• [TASK REQUIREMENTS]: Could you return only the lines that run from the line with "Build a routing" through the final line of the data, exactly as they stand?

(Dataset excerpts)

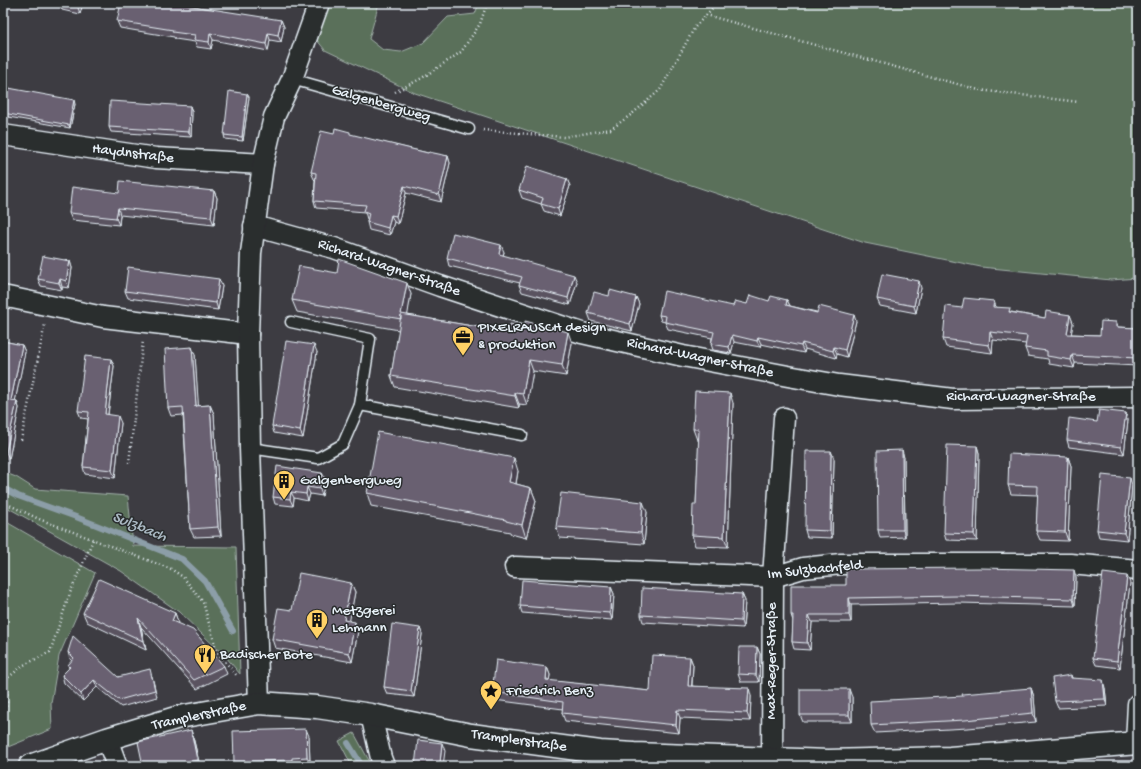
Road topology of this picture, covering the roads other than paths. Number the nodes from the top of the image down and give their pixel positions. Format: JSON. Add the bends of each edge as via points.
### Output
{"nodes":[{"id":1,"x":319,"y":3,"type":"edge"},
{"id":2,"x":292,"y":79,"type":"junction"},
{"id":3,"x":469,"y":129,"type":"road end"},
{"id":4,"x":3,"y":135,"type":"edge"},
{"id":5,"x":263,"y":164,"type":"junction"},
{"id":6,"x":254,"y":226,"type":"junction"},
{"id":7,"x":3,"y":296,"type":"edge"},
{"id":8,"x":291,"y":322,"type":"dead end"},
{"id":9,"x":248,"y":334,"type":"junction"},
{"id":10,"x":1138,"y":397,"type":"edge"},
{"id":11,"x":360,"y":405,"type":"junction"},
{"id":12,"x":784,"y":418,"type":"dead end"},
{"id":13,"x":522,"y":435,"type":"dead end"},
{"id":14,"x":250,"y":448,"type":"junction"},
{"id":15,"x":515,"y":567,"type":"dead end"},
{"id":16,"x":1138,"y":570,"type":"edge"},
{"id":17,"x":773,"y":576,"type":"junction"},
{"id":18,"x":258,"y":703,"type":"junction"},
{"id":19,"x":1138,"y":704,"type":"edge"},
{"id":20,"x":371,"y":715,"type":"junction"},
{"id":21,"x":107,"y":739,"type":"junction"},
{"id":22,"x":1137,"y":743,"type":"edge"},
{"id":23,"x":772,"y":760,"type":"junction"},
{"id":24,"x":30,"y":766,"type":"edge"},
{"id":25,"x":118,"y":766,"type":"edge"},
{"id":26,"x":384,"y":766,"type":"edge"}],
"edges":[{"from":1,"to":2,"type":"street"},
{"from":2,"to":3,"type":"lane","name":"Galgenbergweg"},
{"from":2,"to":5,"type":"street","via":[[274,117]]},
{"from":4,"to":5,"type":"street","name":"Haydnstraße","via":[[156,158]]},
{"from":5,"to":6,"type":"street"},
{"from":6,"to":9,"type":"street"},
{"from":6,"to":10,"type":"street","name":"Richard-Wagner-Straße","via":[[334,248],[582,333],[683,356],[839,385],[953,399]]},
{"from":7,"to":9,"type":"street","via":[[102,317]]},
{"from":8,"to":11,"type":"lane","via":[[370,339]]},
{"from":9,"to":14,"type":"street"},
{"from":11,"to":13,"type":"lane"},
{"from":11,"to":14,"type":"lane","via":[[343,444],[318,458]]},
{"from":12,"to":17,"type":"street","name":"Max-Reger-Straße"},
{"from":14,"to":18,"type":"street"},
{"from":15,"to":17,"type":"street","name":"Im Sulzbachfeld"},
{"from":16,"to":17,"type":"street","name":"Im Sulzbachfeld","via":[[1070,564],[841,564],[803,568]]},
{"from":17,"to":23,"type":"street","name":"Max-Reger-Straße"},
{"from":18,"to":20,"type":"street","name":"Tramplerstraße","via":[[317,707]]},
{"from":18,"to":21,"type":"street","name":"Tramplerstraße","via":[[180,717]]},
{"from":19,"to":22,"type":"street"},
{"from":20,"to":23,"type":"street","name":"Tramplerstraße","via":[[471,734],[600,752]]},
{"from":20,"to":26,"type":"street"},
{"from":21,"to":24,"type":"street","name":"Tramplerstraße"},
{"from":21,"to":25,"type":"street"},
{"from":22,"to":23,"type":"street","name":"Tramplerstraße","via":[[950,758]]}]}
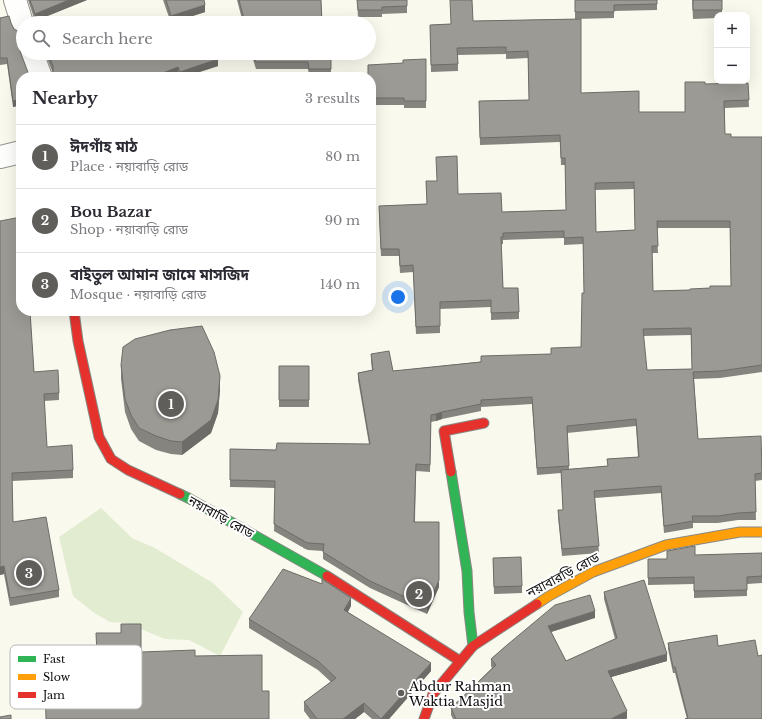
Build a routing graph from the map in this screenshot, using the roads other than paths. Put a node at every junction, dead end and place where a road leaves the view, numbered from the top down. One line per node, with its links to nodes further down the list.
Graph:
1 (15, 0): 2 (street)
2 (20, 16)
3 (35, 60): 4 (street)
4 (39, 72)
5 (16, 153): 6 (street)
6 (0, 157)
7 (75, 316): 11 (street, নয়াবাড়ি রোড)
8 (484, 423): 10 (street)
9 (762, 532): 10 (street, নয়াবারড়ি রোড)
10 (472, 646): 11 (street, নয়াবারড়ি রোড)
11 (460, 661): 12 (street, নয়াবারড়ি রোড)
12 (424, 719)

• [TASK RESPONSE]:
Build a routing graph from the map in this screenshot, using the roads other than paths. Put a node at every junction, dead end and place where a road leaves the view, numbered from the top down. One line per node, with its links to nodes further down the list.
Graph:
1 (15, 0): 2 (street)
2 (20, 16)
3 (35, 60): 4 (street)
4 (39, 72)
5 (16, 153): 6 (street)
6 (0, 157)
7 (75, 316): 11 (street, নয়াবাড়ি রোড)
8 (484, 423): 10 (street)
9 (762, 532): 10 (street, নয়াবারড়ি রোড)
10 (472, 646): 11 (street, নয়াবারড়ি রোড)
11 (460, 661): 12 (street, নয়াবারড়ি রোড)
12 (424, 719)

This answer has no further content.